Tom and Grace owned a four-bedroom house. They had mortgage
interest, property taxes and state income taxes to pay. They
also made small charitable contributions. These expenses came to
$18,800.
Fox asked readers of the Post: "Should Jennifer pay an income
tax? Should the Chances? If only one should pay, which one?
The answer, according to IRS rules and Fox's calculations:
Jennifer had to pay; Tom and Grace did not.
This result does not seem fair to me and I suspect that many
other Americans, especially low-income singles, would find it
hard to justify. So what can be done about it?
What John O. Fox told readers of the Washington Post three
years ago seems just as valid today as it was then:
"A worthy first step might be to ask candidates to explain
why a struggling single person like Jennifer Adams should pay an
income tax, while fairly comfortable marrieds-with-children like
the Chances should not. I don't know why. Do you?"
Single taxpayers should remember that all members of Congress
are up for reelection this year. April 18 would be a good
time to write your Senator and Representative to tell them how
you feel about "singles penalties" in the tax codes.
I say "singles penalties" (plural) because it's not just the
Income Tax Code which treats unmarried Americans unfairly by
giving a "marriage bonus" to many couples who file jointly and
by taxing domestic partner health benefits but not spousal
health benefits.
Social security tax is unfair to singles too. If a
single person dies a month before retirement, everything paid
into social security is forfeited. But if a married person
dies, the surviving spouse gets a survivor benefit.

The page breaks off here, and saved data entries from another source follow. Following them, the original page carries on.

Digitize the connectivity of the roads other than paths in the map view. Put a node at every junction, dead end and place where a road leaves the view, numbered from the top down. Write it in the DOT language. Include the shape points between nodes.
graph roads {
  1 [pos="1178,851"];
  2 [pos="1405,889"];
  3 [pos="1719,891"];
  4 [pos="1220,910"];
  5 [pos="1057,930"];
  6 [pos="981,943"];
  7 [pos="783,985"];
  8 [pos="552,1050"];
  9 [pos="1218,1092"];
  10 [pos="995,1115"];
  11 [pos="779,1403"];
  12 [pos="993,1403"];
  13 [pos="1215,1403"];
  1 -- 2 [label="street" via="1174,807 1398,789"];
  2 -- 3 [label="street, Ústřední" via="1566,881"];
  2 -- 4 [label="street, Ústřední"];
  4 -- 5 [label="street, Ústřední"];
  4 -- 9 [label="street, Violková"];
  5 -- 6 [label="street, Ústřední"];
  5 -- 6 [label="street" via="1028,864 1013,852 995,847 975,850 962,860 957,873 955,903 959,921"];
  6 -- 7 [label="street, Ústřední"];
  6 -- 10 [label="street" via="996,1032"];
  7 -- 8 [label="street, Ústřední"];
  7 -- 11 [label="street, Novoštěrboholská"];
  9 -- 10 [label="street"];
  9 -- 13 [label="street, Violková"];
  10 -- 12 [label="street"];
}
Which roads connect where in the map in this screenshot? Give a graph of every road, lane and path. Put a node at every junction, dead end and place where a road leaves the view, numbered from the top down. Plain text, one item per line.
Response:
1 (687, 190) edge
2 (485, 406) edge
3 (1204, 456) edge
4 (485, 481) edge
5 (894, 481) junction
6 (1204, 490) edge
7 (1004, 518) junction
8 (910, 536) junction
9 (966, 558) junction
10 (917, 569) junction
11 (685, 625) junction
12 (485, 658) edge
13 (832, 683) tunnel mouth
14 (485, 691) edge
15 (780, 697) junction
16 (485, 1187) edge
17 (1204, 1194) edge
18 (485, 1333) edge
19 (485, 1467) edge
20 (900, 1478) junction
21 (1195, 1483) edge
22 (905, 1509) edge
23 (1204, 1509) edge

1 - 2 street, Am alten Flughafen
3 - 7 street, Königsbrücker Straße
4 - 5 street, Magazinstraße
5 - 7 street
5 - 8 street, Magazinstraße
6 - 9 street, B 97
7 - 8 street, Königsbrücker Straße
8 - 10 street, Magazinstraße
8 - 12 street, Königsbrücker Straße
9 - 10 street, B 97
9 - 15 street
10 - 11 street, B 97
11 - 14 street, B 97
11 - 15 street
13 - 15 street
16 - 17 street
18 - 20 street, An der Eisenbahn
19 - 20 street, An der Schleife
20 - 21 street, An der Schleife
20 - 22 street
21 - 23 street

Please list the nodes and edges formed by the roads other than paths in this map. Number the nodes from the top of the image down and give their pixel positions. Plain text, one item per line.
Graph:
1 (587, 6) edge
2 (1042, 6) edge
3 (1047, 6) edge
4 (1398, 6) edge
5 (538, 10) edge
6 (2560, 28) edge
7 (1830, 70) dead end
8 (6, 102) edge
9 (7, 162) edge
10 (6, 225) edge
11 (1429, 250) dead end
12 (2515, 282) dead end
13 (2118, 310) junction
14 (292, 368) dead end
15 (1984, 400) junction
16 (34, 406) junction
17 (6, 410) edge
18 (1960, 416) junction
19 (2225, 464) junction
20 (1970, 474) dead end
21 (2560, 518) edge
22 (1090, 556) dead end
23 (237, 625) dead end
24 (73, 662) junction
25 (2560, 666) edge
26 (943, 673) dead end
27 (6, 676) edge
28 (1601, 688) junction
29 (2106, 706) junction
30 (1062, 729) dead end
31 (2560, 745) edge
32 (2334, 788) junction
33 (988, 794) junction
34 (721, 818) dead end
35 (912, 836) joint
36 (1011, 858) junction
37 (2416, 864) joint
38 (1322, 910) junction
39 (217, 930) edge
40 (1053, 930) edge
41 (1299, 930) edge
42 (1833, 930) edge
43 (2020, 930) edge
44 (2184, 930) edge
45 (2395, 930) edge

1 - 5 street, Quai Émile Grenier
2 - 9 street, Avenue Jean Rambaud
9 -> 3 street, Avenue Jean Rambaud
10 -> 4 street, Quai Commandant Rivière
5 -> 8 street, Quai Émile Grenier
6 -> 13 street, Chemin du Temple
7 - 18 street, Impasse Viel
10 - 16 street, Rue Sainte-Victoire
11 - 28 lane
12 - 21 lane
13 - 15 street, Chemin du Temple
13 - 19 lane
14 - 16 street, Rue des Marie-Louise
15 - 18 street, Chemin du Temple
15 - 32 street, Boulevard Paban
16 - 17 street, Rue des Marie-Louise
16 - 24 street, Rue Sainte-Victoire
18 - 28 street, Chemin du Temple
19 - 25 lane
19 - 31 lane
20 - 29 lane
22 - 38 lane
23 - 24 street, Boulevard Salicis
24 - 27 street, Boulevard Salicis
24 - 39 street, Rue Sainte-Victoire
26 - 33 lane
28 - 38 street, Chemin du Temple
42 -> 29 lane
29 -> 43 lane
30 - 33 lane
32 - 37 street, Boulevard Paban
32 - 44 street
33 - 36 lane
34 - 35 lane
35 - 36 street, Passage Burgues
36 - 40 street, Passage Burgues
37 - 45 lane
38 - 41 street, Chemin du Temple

Federal estate tax should not be forgotten. A married
person can leave an unlimited amount of wealth to a surviving
spouse, tax free. But a single person with an estate above
the exemption level can't leave a bequest to a friend, sibling,
or partner without Uncle Sam taking a hefty bite first.
If you're single and feel you are paying more than your fair
share of taxes, mark your calendar for April 18. Call it
singles' tax protest day.
©
Unmarried America 2006
Thomas F. Coleman, Executive Director of Unmarried America, is an
attorney with 33 years of experience in singles' rights, family
diversity, domestic partner benefits, and marital status discrimination.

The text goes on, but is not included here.